A nurse is reinforcing teaching with a client who has a new prescription for levothyroxine. Which of the following statements by the client indicates an understanding of the teaching?
- A. I should take this medication with a meal to avoid stomach upset.
- B. I might not notice the effects of this medication for several weeks.
- C. I will need to decrease my intake of green, leafy vegetables.
- D. I can take an antacid with this medication if I get heartburn.
Correct Answer: B
Rationale: Levothyroxine's effects take weeks to manifest, reflecting proper understanding. It's taken on an empty stomach, diet doesn't need altering, and antacids can interfere.

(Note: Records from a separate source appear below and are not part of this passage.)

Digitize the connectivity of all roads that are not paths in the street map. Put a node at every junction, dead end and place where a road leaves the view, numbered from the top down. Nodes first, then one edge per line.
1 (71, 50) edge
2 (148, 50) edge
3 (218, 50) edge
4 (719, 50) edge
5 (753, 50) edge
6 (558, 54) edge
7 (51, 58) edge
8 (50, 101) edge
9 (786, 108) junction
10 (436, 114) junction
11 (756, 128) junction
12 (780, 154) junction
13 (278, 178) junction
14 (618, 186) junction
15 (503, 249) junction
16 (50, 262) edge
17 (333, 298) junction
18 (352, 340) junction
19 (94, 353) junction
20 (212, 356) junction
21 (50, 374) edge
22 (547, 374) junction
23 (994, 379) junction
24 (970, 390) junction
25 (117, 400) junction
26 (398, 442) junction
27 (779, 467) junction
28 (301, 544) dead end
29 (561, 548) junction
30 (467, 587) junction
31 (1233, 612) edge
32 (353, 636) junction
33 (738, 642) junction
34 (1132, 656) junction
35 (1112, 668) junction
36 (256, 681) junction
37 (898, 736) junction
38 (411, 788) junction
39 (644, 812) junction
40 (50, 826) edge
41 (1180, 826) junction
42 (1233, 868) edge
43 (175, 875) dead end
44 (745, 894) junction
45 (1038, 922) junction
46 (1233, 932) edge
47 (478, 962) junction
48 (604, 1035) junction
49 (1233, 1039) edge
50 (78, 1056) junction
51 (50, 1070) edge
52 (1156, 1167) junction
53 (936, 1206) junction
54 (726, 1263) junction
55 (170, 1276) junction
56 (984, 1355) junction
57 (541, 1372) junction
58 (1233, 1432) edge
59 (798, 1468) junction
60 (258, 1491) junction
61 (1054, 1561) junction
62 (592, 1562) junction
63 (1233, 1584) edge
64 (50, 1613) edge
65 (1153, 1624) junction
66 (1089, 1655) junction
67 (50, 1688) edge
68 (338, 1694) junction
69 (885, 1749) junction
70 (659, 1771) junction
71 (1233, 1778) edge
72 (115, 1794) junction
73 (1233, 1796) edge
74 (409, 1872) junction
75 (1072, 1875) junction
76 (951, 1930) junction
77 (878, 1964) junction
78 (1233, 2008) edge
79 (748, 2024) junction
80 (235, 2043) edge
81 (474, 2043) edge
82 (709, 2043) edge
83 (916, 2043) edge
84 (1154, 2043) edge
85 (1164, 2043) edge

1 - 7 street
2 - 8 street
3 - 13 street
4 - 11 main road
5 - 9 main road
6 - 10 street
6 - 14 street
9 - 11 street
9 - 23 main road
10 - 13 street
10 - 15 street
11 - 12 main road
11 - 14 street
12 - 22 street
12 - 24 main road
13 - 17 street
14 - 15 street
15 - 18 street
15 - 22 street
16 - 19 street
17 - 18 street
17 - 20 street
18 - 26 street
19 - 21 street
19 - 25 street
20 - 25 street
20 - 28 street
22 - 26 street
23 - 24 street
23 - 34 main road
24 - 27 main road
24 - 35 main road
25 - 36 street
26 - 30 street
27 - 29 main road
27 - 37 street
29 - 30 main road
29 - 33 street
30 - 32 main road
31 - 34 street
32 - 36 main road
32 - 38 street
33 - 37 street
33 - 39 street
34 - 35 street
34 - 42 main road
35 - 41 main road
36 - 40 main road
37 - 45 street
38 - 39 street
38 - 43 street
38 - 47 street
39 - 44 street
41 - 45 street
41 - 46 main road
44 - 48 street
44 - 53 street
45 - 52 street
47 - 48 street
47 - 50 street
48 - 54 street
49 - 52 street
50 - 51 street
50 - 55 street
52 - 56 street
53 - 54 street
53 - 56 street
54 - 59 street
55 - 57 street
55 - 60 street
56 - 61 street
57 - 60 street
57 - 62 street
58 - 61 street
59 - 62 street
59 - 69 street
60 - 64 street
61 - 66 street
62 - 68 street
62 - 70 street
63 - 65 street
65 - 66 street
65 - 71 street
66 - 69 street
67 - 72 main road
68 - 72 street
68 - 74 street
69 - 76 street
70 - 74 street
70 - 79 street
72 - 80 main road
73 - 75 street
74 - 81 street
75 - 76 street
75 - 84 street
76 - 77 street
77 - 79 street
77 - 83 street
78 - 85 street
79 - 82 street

A nurse is verifying informed consent for a client who is preoperative for a vaginal hysterectomy. Which of the following statements should the nurse identify as an indication that the client has given informed consent?
- A. I should expect my periods to resume in 1 month.
- B. I will no longer need a regular gynecological examination.
- C. I am thankful I am done having children.
- D. I will have a large scar on my stomach after this procedure.
Correct Answer: C
Rationale: The statement about being done having children shows the client understands the procedure's impact on fertility, a key component of informed consent. The other statements reflect misunderstandings about the procedure's outcomes.
A nurse is caring for a client who is postoperative following a cesarean birth. Which of the following actions should the nurse take?
- A. Encourage the client to ambulate within 24 hr.
- B. Instruct the client to avoid coughing.
- C. Apply a cold pack to the incision site.
- D. Administer a laxative every 2 hr.
Correct Answer: A
Rationale: Ambulation within 24 hours prevents thromboembolism and aids recovery. Coughing supports lung function, cold packs aren't standard, and laxatives aren't given that frequently.
A nurse is caring for a client who has a new prescription for digoxin. Which of the following actions should the nurse take?
- A. Check the client's potassium level.
- B. Administer the medication with a high-fiber meal.
- C. Instruct the client to take the medication at bedtime.
- D. Monitor the client's blood pressure every 4 hr.
Correct Answer: A
Rationale: Digoxin toxicity risks increase with hypokalemia, so potassium monitoring is essential. Fiber meals, bedtime dosing, or routine blood pressure checks aren't specific.